The ludicrousness of Amy and Molly’s adventure is readily apparent. The journey they go on just to get to Nick’s bash is like something out of Paul Brickman’s Risky Business,John Landis’ Into the Night or Martin Scorsese’s After Hours, only with a feminine twist that’s pleasantly delightful. There are a number of little eccentric touches sprinkled throughout that kept me captivated. I also loved how all the various facets of the script kept tying themselves together in so many radically different ways, Wilde juggling all of these assorted elements with such confidence it is almost as if this is the director’s fifth feature-length opus and not her first.

PHOTO: Annapurna Pictures

There are some great supporting turns, and not just the brief ones from some of the filmmaker’s high-profile comedy friends like Kudrow, Forte, Jason Sudeikis (as Amy and Molly’s Uber-driving former high school Principal), Jessica Williams (as their youthful favorite teacher Miss Fine) and Michael Patrick O’Brien (as a pizza delivery driver who’s sage advice ends up becoming incredibly valuable). As good as they all are, Wilde gives center stage to the younger, more relatively unknown members of her cast, especially Skyler Gisondo, Diana Silvers, Austin Crute, Noah Galvin and Molly Gordon, each portraying fellow members of the senior class who have more going on in their lives than it is easy to initially assume. Best of all is Billie Lourd as the not-as-spaced-out-as-it-seems Gigi, the young actress channeling both her mother Carrie Fisher and grandmother Debbie Reynolds with a scene-stealing turn that’s instantly iconic in its whimsically unbridled inspiration. She’s a peculiar siren of angelic nonsense, her preposterous ramblings about life’s surrealistic lessons not nearly as irrational or as silly as they sound, the actress having a way of lighting up the screen with ethereal luminescence every time she makes an appearance.

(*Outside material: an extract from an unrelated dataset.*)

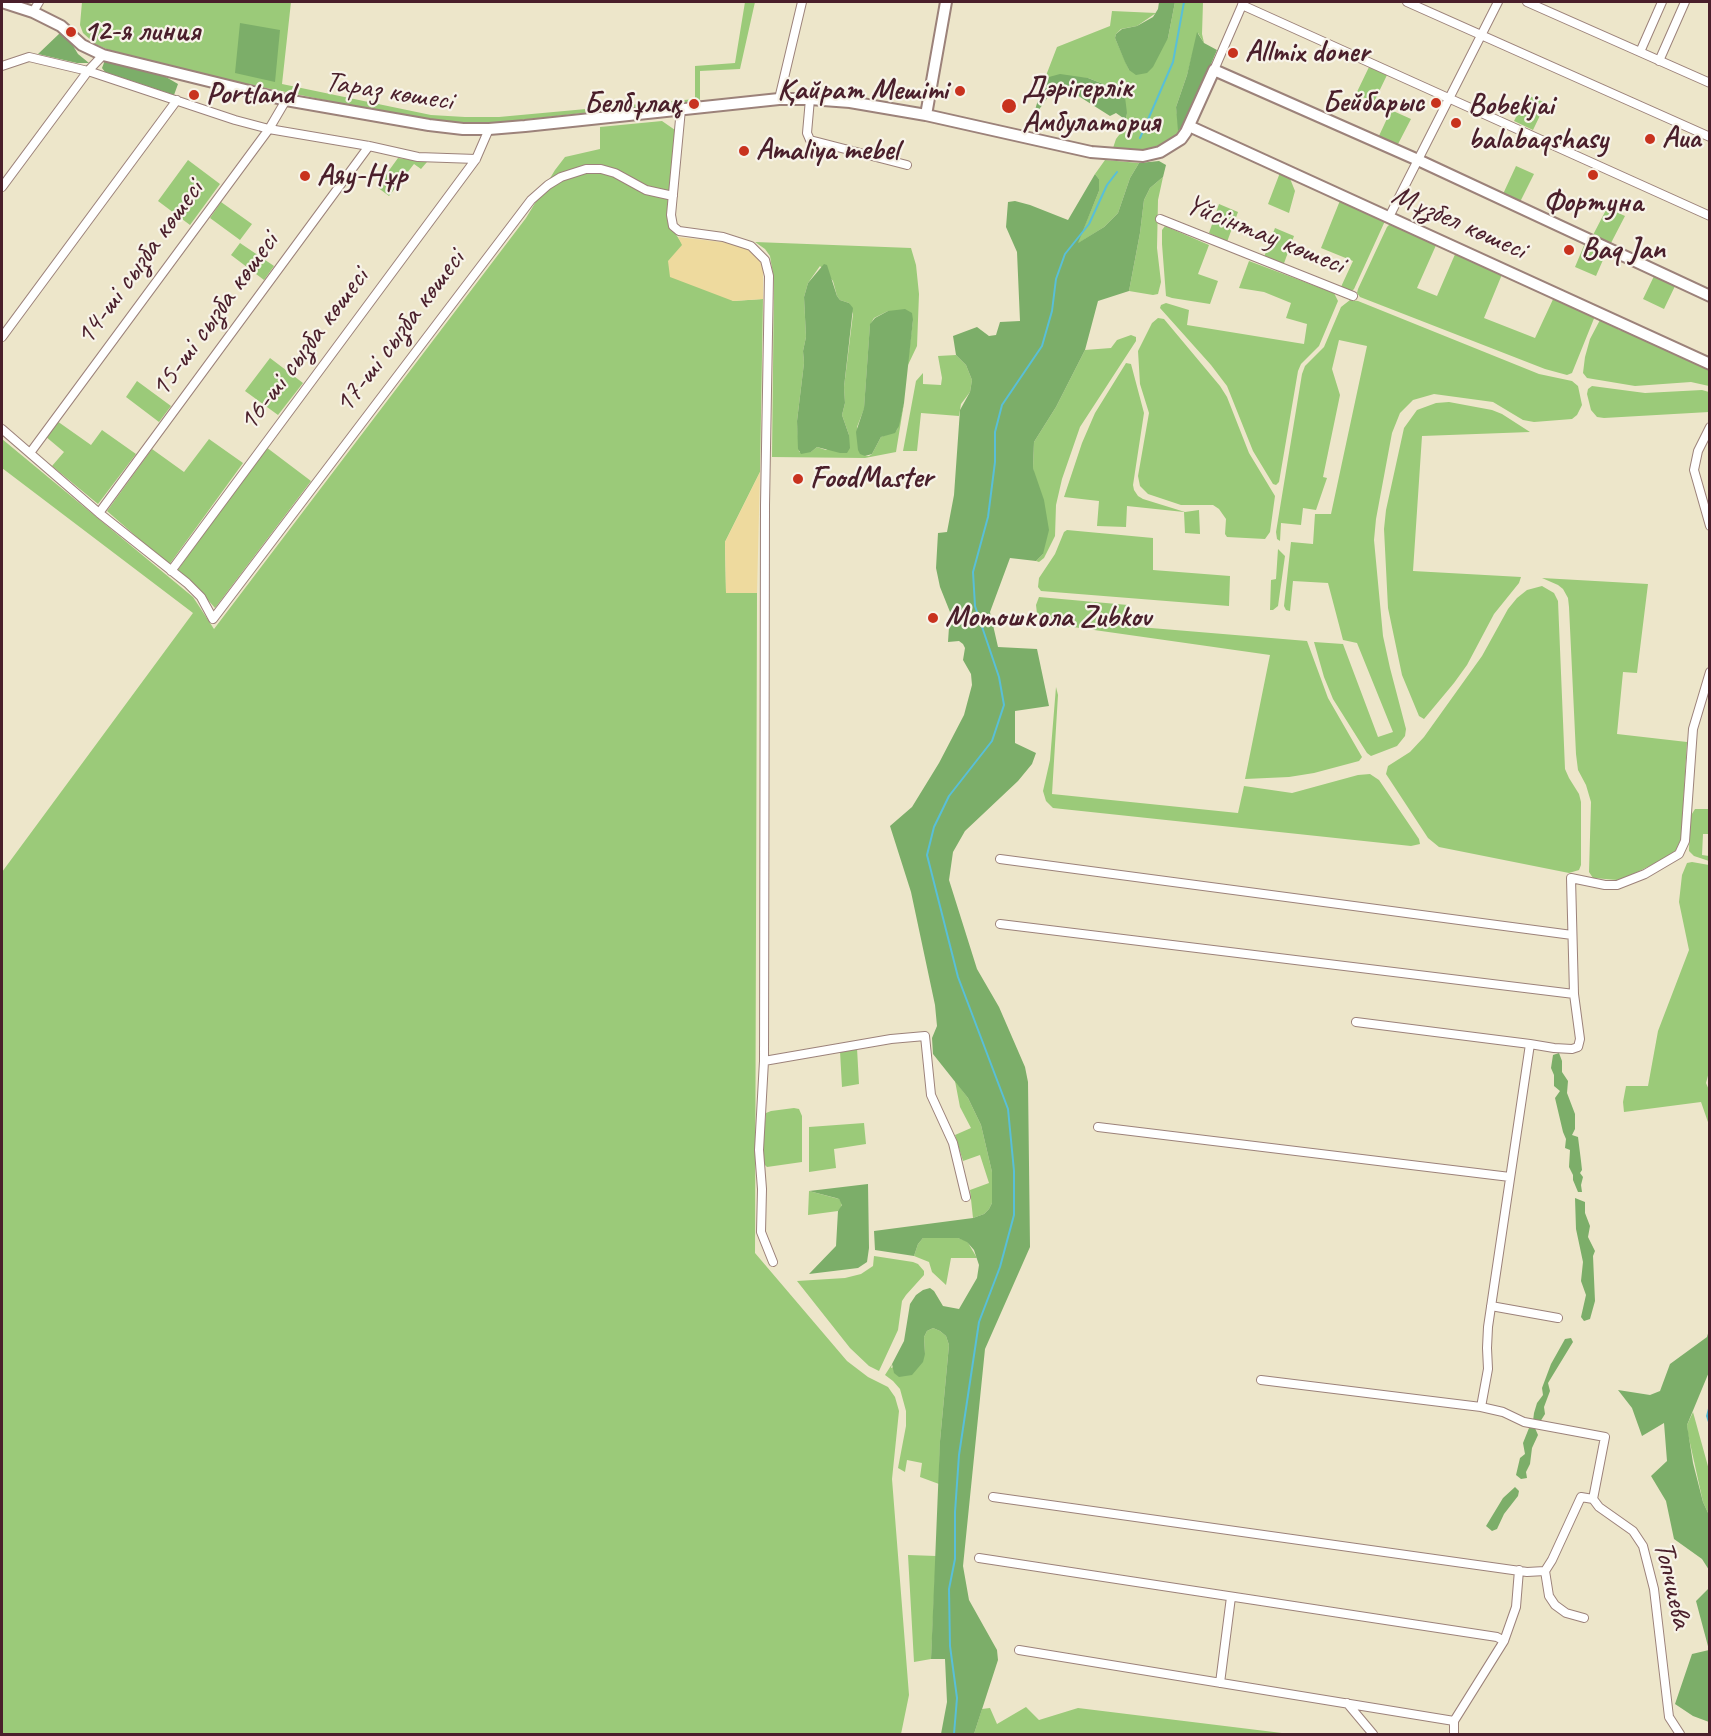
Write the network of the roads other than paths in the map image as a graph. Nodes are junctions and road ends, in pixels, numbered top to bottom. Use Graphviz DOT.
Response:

But this is a showcase for Dever and Feldstein, the pair delivering performances as terrific as any I’m likely to see this year. Each actress finds a way to channel their respective character’s emotions in a manner that is consistently startling, allowing Amy and Molly’s night of debauchery and mayhem to feel wholly original even when certain elements propelling the plot forward may have otherwise come across as contrived or ill-conceived. Dever has a number of scenes where she brought a level of humanistic maturity to Amy that blew me away, while Feldstein’s enthusiastic exuberance proved to be a cleverly constructed mask used to hide Molly’s deep-rooted, and very well hidden, emotional insecurities. They work in marvelous tandem, their final scenes achieving an affecting depth I found downright spectacular. Dever and Feldstein make Booksmart an uproarious sensation deserving of all the acclaim certain to come its way, Wilde’s teenage comedy a laugh riot with its heart in the right place and whose feminine acumen is every bit as important to its success as its absurdist funny bone.